> **Work required**
Look through the data below for the string "bubble", and copy every line where it turns up.

(Stored items from a collection)
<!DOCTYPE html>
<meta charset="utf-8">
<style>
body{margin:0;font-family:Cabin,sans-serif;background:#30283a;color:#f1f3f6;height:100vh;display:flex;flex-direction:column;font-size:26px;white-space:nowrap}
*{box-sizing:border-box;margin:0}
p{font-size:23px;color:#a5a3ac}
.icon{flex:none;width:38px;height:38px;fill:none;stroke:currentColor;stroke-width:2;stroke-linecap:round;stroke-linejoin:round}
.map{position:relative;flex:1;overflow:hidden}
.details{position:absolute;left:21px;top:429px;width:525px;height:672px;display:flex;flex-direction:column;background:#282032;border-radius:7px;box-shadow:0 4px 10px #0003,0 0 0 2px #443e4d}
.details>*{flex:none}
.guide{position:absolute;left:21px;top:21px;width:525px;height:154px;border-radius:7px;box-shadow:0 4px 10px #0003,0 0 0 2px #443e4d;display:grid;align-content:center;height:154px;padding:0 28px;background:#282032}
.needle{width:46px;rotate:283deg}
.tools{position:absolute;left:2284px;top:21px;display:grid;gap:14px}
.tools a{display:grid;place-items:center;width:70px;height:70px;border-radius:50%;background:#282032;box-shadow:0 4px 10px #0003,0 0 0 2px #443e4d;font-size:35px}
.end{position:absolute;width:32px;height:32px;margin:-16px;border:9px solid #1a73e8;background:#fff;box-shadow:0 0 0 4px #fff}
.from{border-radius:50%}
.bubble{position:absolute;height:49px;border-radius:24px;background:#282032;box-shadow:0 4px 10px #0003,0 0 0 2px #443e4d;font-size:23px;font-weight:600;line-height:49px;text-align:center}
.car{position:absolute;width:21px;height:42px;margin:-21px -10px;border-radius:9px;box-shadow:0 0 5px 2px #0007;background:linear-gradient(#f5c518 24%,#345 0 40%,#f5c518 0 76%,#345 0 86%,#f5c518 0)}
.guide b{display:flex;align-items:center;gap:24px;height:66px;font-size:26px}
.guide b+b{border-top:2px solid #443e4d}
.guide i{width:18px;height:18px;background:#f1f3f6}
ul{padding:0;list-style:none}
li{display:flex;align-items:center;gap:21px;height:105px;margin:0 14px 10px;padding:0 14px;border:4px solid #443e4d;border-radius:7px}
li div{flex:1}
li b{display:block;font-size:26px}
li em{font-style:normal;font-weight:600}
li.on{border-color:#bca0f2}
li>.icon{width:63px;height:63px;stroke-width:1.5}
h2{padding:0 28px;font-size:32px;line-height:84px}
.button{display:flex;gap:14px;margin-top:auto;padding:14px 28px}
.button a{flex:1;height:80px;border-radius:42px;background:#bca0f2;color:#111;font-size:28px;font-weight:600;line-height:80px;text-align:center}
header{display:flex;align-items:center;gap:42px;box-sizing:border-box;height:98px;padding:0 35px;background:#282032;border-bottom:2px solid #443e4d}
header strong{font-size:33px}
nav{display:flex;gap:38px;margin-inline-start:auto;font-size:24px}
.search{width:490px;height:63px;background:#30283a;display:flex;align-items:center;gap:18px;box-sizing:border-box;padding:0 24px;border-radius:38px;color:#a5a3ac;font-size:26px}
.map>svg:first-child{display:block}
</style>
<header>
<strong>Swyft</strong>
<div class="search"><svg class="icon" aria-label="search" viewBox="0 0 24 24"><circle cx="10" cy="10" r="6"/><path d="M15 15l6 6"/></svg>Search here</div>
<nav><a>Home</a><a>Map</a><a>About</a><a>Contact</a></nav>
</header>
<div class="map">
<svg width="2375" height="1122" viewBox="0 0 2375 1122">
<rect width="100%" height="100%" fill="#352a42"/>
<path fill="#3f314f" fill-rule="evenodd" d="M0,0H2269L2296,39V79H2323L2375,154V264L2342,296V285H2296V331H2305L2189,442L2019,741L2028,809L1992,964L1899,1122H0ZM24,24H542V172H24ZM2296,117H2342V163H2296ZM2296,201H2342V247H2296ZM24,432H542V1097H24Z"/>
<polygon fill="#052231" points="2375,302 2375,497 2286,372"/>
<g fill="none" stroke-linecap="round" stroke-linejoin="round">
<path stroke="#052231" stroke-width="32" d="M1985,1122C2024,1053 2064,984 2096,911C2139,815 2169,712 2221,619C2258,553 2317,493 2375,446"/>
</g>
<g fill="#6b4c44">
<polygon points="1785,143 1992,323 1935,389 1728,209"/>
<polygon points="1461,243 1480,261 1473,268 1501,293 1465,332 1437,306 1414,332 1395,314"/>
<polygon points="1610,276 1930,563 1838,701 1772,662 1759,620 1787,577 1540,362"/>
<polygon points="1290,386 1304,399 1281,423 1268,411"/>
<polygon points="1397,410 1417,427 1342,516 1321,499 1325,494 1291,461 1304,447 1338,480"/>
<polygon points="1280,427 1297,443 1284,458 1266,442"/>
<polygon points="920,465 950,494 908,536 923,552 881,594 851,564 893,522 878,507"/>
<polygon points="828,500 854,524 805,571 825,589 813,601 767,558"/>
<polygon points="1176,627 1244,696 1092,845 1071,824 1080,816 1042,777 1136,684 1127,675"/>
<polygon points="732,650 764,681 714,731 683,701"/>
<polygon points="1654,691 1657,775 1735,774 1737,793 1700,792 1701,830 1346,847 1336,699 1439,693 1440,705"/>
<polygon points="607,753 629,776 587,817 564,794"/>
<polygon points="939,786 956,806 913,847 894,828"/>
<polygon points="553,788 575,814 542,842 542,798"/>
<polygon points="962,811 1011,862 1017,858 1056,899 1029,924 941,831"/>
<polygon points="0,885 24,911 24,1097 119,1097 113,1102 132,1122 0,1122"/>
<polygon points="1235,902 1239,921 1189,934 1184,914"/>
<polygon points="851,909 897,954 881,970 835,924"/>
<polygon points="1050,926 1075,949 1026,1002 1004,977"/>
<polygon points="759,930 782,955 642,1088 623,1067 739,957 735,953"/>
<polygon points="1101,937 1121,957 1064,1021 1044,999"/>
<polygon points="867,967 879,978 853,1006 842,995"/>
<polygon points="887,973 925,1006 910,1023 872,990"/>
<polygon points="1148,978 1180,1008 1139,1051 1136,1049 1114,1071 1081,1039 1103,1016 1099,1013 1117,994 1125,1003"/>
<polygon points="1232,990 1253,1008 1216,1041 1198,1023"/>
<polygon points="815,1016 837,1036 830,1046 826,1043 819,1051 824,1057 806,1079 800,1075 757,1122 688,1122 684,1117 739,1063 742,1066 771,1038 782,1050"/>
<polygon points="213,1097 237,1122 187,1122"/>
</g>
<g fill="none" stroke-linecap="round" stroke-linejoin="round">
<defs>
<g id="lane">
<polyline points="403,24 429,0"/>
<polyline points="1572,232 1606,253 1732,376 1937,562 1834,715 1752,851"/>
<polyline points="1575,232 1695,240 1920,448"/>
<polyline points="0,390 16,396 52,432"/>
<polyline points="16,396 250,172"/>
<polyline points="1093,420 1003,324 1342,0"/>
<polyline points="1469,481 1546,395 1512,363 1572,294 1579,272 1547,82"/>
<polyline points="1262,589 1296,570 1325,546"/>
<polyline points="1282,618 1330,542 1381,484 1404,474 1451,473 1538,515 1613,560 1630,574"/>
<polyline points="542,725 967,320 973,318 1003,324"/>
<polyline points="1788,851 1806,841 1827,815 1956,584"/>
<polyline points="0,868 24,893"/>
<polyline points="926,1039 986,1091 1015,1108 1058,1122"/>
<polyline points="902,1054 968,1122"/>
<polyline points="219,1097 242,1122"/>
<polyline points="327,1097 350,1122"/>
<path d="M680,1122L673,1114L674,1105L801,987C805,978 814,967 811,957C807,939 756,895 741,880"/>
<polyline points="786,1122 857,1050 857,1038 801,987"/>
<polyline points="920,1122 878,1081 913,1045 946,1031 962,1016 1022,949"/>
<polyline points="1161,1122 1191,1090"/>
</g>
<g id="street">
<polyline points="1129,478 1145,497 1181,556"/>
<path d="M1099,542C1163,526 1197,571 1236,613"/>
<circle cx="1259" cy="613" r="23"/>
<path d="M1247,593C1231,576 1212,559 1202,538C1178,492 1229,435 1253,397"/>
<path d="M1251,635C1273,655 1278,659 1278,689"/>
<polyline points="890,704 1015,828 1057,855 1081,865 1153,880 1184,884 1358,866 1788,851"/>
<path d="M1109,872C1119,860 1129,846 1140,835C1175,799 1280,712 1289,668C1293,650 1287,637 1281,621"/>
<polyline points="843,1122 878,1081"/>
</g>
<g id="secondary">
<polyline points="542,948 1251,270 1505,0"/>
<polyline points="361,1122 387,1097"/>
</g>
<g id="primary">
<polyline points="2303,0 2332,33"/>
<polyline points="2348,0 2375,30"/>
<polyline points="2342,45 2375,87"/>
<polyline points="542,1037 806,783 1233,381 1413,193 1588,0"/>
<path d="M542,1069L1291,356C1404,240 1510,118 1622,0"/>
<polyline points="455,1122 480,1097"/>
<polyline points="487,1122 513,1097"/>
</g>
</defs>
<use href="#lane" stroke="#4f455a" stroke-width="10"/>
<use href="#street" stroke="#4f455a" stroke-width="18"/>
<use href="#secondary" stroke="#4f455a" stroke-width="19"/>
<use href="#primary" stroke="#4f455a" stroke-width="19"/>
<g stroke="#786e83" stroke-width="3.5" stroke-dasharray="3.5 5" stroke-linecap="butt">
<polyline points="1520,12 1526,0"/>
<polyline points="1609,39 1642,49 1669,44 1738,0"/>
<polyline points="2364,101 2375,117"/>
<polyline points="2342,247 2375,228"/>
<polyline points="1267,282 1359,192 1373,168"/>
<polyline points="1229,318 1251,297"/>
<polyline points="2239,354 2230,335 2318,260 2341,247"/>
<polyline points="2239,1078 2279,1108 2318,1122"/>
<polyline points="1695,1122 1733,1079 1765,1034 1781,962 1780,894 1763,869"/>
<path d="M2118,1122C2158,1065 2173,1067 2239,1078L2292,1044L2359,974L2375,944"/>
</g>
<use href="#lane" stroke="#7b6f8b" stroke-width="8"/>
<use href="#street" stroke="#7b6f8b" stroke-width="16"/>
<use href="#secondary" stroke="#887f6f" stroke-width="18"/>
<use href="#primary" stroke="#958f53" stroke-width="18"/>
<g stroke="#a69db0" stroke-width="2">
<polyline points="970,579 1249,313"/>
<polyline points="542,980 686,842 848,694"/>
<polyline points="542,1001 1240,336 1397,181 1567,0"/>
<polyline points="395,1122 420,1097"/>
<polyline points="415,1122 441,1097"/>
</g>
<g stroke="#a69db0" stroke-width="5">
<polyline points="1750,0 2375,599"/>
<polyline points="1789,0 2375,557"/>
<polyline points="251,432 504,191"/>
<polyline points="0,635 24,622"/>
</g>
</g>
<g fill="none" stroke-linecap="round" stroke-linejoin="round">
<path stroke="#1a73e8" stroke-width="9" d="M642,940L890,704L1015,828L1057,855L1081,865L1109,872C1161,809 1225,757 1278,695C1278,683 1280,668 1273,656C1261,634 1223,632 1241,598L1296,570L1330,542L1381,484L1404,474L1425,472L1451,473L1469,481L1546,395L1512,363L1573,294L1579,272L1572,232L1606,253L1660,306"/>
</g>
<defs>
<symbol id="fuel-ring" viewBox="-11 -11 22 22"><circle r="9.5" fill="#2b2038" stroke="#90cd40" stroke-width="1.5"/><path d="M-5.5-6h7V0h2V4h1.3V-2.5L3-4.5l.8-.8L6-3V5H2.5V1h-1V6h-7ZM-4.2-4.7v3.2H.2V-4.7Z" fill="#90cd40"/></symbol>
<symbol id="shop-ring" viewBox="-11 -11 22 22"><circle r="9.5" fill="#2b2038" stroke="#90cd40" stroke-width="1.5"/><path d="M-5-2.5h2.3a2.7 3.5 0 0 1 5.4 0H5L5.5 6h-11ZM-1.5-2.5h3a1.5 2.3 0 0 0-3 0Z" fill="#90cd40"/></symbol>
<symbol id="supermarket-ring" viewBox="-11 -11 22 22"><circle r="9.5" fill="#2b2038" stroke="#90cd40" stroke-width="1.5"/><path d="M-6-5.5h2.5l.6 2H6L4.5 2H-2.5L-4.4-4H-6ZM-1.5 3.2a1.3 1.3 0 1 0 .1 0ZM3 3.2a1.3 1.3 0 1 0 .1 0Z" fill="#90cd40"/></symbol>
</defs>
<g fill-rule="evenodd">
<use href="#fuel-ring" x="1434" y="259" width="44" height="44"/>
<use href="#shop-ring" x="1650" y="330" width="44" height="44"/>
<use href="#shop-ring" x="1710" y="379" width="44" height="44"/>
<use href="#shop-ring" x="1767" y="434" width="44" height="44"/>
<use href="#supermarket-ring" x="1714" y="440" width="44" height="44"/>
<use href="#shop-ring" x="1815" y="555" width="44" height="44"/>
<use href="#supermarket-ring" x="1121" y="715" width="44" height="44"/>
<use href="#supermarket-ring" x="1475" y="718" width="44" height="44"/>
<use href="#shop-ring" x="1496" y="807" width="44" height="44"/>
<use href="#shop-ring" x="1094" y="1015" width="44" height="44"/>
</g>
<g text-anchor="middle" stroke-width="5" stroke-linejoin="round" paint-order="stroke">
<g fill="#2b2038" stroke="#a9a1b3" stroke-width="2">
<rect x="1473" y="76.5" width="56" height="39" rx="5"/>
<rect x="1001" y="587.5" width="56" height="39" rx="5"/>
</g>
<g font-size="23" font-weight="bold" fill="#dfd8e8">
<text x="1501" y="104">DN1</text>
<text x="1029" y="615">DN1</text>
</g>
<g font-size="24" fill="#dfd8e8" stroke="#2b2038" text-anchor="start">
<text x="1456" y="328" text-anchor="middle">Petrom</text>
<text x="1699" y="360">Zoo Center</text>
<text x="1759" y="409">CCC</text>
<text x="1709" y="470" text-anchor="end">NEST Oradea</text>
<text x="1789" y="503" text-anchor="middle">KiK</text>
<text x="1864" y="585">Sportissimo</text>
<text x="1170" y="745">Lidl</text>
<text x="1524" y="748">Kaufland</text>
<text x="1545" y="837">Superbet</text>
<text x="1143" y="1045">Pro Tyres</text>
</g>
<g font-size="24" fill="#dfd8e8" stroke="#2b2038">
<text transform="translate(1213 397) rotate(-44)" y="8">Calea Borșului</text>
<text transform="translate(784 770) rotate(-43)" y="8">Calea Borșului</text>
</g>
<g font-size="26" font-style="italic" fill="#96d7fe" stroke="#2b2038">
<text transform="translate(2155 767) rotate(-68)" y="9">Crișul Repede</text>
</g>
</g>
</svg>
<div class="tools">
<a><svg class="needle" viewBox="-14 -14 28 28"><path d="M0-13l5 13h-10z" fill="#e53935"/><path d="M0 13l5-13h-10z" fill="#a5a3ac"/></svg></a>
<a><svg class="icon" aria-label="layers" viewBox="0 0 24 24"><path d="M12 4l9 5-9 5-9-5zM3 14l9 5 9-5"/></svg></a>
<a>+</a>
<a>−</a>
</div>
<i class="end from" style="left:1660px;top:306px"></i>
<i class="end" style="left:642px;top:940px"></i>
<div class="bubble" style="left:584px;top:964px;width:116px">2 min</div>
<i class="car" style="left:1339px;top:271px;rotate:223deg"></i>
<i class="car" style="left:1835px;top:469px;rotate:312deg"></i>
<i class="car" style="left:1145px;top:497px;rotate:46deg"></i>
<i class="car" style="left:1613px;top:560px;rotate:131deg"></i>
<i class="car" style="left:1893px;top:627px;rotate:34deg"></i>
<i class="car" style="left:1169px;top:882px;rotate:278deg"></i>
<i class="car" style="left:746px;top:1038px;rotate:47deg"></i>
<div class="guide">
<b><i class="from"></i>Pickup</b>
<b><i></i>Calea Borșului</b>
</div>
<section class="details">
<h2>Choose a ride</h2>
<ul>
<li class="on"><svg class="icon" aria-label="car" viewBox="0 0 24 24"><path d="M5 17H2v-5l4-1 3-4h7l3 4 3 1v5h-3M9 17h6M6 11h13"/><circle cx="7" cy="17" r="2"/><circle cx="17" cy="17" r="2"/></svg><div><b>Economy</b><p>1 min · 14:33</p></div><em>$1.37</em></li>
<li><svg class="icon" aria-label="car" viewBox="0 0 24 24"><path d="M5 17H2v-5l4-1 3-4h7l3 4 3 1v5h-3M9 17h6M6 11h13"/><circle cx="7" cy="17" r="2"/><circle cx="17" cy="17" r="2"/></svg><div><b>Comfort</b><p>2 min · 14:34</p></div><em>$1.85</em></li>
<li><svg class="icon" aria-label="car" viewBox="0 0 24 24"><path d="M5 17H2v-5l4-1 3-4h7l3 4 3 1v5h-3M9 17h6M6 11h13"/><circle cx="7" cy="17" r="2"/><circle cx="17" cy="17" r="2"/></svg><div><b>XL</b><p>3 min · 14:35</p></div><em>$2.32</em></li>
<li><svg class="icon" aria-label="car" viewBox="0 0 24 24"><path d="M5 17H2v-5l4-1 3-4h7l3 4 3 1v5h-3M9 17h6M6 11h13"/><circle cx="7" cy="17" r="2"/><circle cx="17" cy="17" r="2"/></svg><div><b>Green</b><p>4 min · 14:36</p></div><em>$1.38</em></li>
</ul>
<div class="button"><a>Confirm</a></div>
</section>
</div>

> **Response area**
.bubble{position:absolute;height:49px;border-radius:24px;background:#282032;box-shadow:0 4px 10px #0003,0 0 0 2px #443e4d;font-size:23px;font-weight:600;line-height:49px;text-align:center}
<div class="bubble" style="left:584px;top:964px;width:116px">2 min</div>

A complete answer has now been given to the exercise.